Louise Turner spent several months in contact with Telstra, Tasmania Police and the Telecommunications Ombudsman but none have been able, or willing, to discover what happened with her licence, emails seen by The Examiner show.
Only NSW Police has taken up her cause and is continuing to investigate the allegations.
Ms Turner has held a Tasmanian licence since 2014 and received a renewed copy in January last year, having never lost or scanned it.
In June, she received notification from Telstra that she had opened a phone account at a Sydney store, sending her on a journey that she described as "traumatic" - from Telstra changing its story multiple times, to Tasmania Police refusing to follow up her complaint.
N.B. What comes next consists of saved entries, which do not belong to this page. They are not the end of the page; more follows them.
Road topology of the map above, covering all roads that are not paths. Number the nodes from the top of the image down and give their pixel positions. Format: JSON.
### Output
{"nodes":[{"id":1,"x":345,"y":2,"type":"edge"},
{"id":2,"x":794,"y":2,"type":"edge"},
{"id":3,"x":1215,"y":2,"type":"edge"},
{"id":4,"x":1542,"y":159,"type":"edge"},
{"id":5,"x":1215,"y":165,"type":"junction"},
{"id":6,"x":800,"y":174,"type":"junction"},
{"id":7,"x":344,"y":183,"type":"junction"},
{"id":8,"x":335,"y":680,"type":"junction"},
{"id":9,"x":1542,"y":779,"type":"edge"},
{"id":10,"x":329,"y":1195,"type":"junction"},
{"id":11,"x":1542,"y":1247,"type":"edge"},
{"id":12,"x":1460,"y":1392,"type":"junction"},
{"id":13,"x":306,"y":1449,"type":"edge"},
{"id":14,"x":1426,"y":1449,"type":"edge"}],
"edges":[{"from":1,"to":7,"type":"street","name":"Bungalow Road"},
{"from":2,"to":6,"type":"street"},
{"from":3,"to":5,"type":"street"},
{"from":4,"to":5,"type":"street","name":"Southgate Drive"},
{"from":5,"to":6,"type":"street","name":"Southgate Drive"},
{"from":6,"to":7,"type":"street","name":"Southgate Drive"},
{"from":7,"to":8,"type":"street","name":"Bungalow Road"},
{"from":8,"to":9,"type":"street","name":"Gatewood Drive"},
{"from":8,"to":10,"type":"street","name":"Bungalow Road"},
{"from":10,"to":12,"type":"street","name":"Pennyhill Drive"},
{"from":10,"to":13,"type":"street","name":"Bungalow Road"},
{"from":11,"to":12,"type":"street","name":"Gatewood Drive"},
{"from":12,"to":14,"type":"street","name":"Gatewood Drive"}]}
Telstra admitted in an email that footage showed the offender using a licence to open the account under Ms Turner's name, but would not release the footage.
Ms Turner alerted the government's cybercrime reporting network, but received no reply. She said it was just one part of the "nightmare" of dead ends she went down.
"I've still got no answers to what actually happened," she said.
"What is significant about my case is that I have never physically lost or misplaced a driver license.
"My new license had not been stolen or gone missing, was delivered to my house intact and on-time, and I hadn't scanned or copied it. I believe the identity theft occurred at the government level, somewhere between Service Tasmania and the Canberra database.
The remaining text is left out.